Die Spitze des Hochvogels ist ein markanter Punkt in den Allgäuer Alpen. Mit einer Höhe von 2592 Metern ist der Berg einer der höchsten des Gebirges.
Doch der Hochvogel bröckelt schon seit Jahren. Am Gipfel zeigt sich ein meterbreiter Riss, wo der Berg auseinanderklafft
Der Hochvogel ist ein bei Bergsteigern und Wanderern beliebter Gipfel in den Allgäuer Alpen. Doch seit einigen Jahren ist der Berg aus einem anderen Grund immer wieder Thema. Denn der Hochvogel zerbricht – an seiner Spitze zeigt sich schon jetzt ein Riss, der mehrere Meter breit und mehr als 30 Meter lang ist.
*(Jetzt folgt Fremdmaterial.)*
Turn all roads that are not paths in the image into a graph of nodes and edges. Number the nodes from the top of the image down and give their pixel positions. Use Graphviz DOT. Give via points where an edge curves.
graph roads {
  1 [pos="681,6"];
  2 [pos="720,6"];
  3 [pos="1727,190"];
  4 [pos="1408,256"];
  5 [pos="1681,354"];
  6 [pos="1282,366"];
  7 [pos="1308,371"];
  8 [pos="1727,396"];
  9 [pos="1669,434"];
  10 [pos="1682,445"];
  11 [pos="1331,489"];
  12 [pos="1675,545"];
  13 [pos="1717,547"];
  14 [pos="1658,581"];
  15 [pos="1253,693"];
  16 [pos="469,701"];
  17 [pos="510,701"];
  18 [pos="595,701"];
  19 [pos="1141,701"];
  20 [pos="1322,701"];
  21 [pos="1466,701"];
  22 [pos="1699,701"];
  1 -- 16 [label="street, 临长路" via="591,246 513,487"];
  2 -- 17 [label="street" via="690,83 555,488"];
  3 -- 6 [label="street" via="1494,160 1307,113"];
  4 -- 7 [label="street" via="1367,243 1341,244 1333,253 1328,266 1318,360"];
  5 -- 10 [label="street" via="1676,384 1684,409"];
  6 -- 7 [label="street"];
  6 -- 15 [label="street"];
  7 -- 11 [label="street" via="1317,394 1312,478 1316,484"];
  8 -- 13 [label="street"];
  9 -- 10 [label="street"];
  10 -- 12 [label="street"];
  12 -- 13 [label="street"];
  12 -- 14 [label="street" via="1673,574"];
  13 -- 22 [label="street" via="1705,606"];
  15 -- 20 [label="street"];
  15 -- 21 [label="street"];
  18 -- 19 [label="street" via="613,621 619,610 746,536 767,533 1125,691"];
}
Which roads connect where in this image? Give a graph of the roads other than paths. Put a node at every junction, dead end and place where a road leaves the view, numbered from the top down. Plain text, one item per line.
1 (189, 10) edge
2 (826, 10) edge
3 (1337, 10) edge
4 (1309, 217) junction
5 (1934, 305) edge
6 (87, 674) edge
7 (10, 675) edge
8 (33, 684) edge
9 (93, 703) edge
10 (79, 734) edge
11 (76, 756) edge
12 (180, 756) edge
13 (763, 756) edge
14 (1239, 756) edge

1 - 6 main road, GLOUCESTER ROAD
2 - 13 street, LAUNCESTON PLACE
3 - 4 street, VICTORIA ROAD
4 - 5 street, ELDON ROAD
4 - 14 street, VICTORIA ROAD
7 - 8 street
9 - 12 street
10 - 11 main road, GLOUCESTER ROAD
Seine genauen Ausmaße: 35 Meter Länge, zwei bis sechs Meter Breite und 60 Meter Tiefe. Und er wird immer größer: „Der Spalt öffnet sich derzeit mit circa 1-2 Millimetern pro Monat“, weiß Johannes Leinauer von der TU München, der sich mit der Hangbewegung des Berges beschäftigt.
Zudem könne man beobachten, dass die Bewegungen nach starken Niederschlägen noch mehr zunehmen. In Deutschland ist die Situation am Hochvogel einzigartig, erklärt Leinauer. Doch wieso ist ausgerechnet dieser Berg so brüchig?
Für die Erosion am Hochvogel gibt es verschiedene Ursachen. „Der Riss am Hochvogel hat sich über viele Jahrzehnte hinweg entwickelt und ist ein Resultat der starken Spannungen im Fels“, erklärt Leinauer.
Grund seien die sehr steile Topografie, die zunehmende Verwitterung und auch das brüchige Dolomitgestein.
Wie gefährlich ist der bröckelnde Berg?
Schon jetzt zeigen sich die Folgen des bröckelnden Hochvogels. Immer wieder werden Aufstiege wegen der akuten Steinschlaggefahr gesperrt. Doch mutmaßlich kommt es noch deutlich schlimmer: Forscher rechnen mit einem Felssturz.
Dann würden 260.000 Kubikmeter Gestein in das österreichische Hornbachtal hinabstürzen. Ein Bergsturz, wie etwa 2017 in Bondo, sei allerdings nicht zu fürchten. Damals kollabierte ein großer Teil des Bergs Piz Cengalo, der nahegelegene Ort Bondo musste evakuiert werden, acht Menschen kamen ums Leben.
„Von einem Bergsturz redet man erst ab einem Volumen von 1 Million Kubikmeter. Da wir am Hochvogel maximal mit einigen Hunderttausend Kubikmeter rechnen, erwarten wir einen Felssturz“, erklärt Johannes Leinauer.
Im Fall des Hochvogels rechne man zudem auch nicht damit, dass alles auf einmal abbreche. „Es ist wahrscheinlich, dass Teilbereiche nach und nach abstürzen“, so Leinauer. Schon in den nächsten Jahren werde es vermutlich dazu kommen. Zum Glück seien aber keine Siedlungen betroffen.
Das meiste Material werde wohl in das unbewohnte Weittal auf der Österreichischen Seite fallen.
Trotzdem überwachen Leinauer und seine Kollegen die Bewegungen des Berges genau und beobachten die Spaltöffnung, Neigung, Regen und Deformationen.
„Außerdem testen wir im Projekt viele verschiedene Messmethoden, um herauszufinden, wie wir solche Naturgefahren am besten überwachen können“, ergänzt Leinauer.
So soll nicht nur frühzeitig erkannt werden, ob sich die Situation verschärft, sondern auch Erkenntnisse gesammelt werden, die auch auf andere Berge übertragbar sind.